„Die Macht einer Frau existiert nur in dem Maße, wie sie ihr zugestanden wird“
Marie ist im Jahr 1158 siebzehn Jahre alt. Sie ist verwandt mit dem Königshaus, aber aus den falschen Gründen, denn ihre Mutter wurde aufgrund einer Vergewaltigung mit ihr schwanger. Nun schickt Königin Eleonore von Aquitanien Marie als Priorin in ein abgelegenes Kloster, halb versunken im Schlamm von England, in dem die Nonnen vor Hunger sterben. Verzweifelt und ratlos kommt Marie, die Riesin, die alle zu groß finden, unweiblich, stark, in dem grausigen Gemäuer an. Es dauert, bis sie einsieht, dass niemand sie zurückholen wird, dass ihre Liebe zu Eleonore nicht erwidert wird – und dass ihr eigenes Schicksal sowie das der Schwestern allein in ihren Händen liegt. Marie ist unerschrocken, klug und entschlossen: Es gelingt ihr, nicht nur das Hungern zu beenden, sondern das Kloster zu einem florierenden, rundum autarken Betrieb zu machen.
„Sie würden ganz auf sich selbst gestellt sein, vollkommen unabhängig. Eine Insel voller Frauen.“
Viele Jahrzehnte lang leitet Marie als Äbtissin das Gotteshaus, und davon erzählt Lauren Groff in diesem hervorragend recherchierten, informativen und irgendwie fröhlichen Buch. Als ich schon weit über der Hälfte war, schrieb mir jemand, dass in diesem Buch keine einzige männliche Figur vorkommt, und ich war verblüfft, denn es war mir gar nicht aufgefallen. Weil sie nicht fehlen. Es ist schön, dass der Fokus ausschließlich auf den Frauen liegt, es ist vollständig, es ist richtig.

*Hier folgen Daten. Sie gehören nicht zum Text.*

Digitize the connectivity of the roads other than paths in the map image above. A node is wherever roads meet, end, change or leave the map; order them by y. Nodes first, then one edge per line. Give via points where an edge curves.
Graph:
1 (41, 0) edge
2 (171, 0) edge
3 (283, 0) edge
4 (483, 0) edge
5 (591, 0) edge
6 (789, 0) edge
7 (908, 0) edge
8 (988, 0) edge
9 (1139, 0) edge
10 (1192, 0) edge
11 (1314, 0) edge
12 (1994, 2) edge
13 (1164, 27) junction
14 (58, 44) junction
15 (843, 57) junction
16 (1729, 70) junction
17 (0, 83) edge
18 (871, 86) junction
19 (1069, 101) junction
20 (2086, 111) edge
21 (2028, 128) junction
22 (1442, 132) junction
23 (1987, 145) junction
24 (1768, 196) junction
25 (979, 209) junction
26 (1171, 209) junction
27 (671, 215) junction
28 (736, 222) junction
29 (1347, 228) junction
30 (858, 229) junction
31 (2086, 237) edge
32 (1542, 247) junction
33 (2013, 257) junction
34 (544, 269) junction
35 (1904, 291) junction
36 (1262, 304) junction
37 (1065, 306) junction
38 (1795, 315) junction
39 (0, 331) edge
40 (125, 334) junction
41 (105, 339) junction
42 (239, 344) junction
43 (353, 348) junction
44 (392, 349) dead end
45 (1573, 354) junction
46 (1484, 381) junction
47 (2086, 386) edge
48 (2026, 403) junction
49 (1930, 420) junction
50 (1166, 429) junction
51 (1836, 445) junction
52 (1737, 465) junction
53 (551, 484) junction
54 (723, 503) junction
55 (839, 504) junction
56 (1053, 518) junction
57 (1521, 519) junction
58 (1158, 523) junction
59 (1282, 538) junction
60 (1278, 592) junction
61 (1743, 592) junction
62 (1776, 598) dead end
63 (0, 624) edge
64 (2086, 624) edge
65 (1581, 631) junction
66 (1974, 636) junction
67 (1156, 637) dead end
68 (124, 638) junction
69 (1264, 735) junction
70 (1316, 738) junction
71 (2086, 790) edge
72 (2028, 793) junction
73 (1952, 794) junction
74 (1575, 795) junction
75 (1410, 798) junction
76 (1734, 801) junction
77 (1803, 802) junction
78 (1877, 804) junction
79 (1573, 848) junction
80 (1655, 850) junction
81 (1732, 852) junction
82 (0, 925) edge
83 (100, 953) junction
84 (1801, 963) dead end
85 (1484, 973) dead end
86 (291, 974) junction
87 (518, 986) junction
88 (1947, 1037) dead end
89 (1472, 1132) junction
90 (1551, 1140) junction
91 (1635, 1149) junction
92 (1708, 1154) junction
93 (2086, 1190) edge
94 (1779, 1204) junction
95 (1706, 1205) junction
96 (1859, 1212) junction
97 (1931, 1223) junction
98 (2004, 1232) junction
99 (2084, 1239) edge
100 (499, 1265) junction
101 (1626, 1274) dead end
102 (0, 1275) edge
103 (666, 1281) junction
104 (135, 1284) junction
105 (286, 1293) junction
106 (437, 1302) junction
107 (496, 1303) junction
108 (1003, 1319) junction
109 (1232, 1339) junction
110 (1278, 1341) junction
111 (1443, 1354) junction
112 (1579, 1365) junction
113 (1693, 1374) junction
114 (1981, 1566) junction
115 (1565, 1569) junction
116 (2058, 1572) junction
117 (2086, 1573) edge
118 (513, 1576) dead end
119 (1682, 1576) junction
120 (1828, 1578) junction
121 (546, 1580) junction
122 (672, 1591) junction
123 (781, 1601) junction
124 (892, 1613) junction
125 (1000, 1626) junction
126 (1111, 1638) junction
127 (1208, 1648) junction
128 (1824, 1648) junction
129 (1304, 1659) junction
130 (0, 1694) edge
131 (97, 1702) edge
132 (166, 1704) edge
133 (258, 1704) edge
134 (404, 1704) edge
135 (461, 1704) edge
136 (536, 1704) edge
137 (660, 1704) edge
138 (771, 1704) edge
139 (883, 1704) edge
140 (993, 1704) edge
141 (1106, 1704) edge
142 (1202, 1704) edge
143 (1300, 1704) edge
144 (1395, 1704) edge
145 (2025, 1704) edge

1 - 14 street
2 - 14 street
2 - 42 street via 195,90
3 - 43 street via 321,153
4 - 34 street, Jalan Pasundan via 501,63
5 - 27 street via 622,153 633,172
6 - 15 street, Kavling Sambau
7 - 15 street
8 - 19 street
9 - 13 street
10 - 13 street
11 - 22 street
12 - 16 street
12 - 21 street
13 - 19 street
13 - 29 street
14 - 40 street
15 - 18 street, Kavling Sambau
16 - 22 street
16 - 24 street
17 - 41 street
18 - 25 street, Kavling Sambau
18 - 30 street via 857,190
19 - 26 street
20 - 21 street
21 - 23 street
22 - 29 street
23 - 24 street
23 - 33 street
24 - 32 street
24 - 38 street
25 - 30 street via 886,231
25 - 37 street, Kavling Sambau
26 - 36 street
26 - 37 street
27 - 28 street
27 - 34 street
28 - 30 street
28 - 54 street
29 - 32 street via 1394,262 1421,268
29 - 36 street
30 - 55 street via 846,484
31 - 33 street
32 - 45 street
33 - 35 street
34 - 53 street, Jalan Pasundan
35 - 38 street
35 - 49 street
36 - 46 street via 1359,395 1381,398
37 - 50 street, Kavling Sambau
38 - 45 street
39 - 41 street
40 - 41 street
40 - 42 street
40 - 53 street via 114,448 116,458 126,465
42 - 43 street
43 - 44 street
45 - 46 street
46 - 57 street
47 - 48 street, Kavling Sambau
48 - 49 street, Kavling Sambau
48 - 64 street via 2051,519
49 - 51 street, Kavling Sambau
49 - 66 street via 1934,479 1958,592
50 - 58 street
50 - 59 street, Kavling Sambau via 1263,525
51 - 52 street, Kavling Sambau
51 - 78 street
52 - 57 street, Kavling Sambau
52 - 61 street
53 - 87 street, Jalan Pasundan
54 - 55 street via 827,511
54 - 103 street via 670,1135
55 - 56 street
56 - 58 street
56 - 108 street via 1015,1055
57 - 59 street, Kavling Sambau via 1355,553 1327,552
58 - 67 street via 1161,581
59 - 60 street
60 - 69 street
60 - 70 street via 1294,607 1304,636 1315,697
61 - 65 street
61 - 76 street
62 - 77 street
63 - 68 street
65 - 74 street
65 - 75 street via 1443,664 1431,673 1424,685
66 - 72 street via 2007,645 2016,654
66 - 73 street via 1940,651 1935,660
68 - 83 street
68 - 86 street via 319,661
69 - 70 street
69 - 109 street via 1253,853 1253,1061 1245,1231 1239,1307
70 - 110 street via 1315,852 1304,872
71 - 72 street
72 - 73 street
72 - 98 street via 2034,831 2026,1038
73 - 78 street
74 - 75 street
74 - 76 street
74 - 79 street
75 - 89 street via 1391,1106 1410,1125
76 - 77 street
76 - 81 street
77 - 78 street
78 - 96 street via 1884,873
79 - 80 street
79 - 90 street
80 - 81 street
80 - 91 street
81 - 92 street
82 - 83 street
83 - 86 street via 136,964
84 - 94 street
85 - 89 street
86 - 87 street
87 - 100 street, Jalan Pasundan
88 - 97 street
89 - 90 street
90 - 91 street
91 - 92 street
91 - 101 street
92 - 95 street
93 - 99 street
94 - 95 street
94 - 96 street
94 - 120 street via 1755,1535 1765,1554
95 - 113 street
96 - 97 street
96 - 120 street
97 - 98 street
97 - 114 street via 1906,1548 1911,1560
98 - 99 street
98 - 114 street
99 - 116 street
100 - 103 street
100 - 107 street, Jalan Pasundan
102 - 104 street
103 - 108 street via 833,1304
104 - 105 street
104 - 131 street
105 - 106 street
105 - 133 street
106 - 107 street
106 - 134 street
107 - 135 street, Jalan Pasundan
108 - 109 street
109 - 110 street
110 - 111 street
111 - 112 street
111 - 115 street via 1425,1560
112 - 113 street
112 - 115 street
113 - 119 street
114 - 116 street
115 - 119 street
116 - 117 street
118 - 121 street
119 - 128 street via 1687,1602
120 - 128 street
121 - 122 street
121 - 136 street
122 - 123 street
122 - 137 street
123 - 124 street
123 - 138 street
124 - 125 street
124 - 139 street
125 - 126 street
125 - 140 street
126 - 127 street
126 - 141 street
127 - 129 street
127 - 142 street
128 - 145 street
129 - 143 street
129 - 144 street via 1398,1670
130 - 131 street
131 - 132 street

„Frauen in die Texte einzuschmuggeln, das kommt ihr verrucht vor. Es macht Spaß.“
Dies ist ein historischer Roman, der Geschichte so erzählt, wie sie eben auch gewesen ist: mit weiblichen Heldinnen, die die Geschicke der Welt gelenkt haben, die nicht in zweiter Reihe standen, wie heute gern behauptet wird, die mächtig waren und miteinander verbunden. Unbehelligt von Männern. Sehr lesenswert!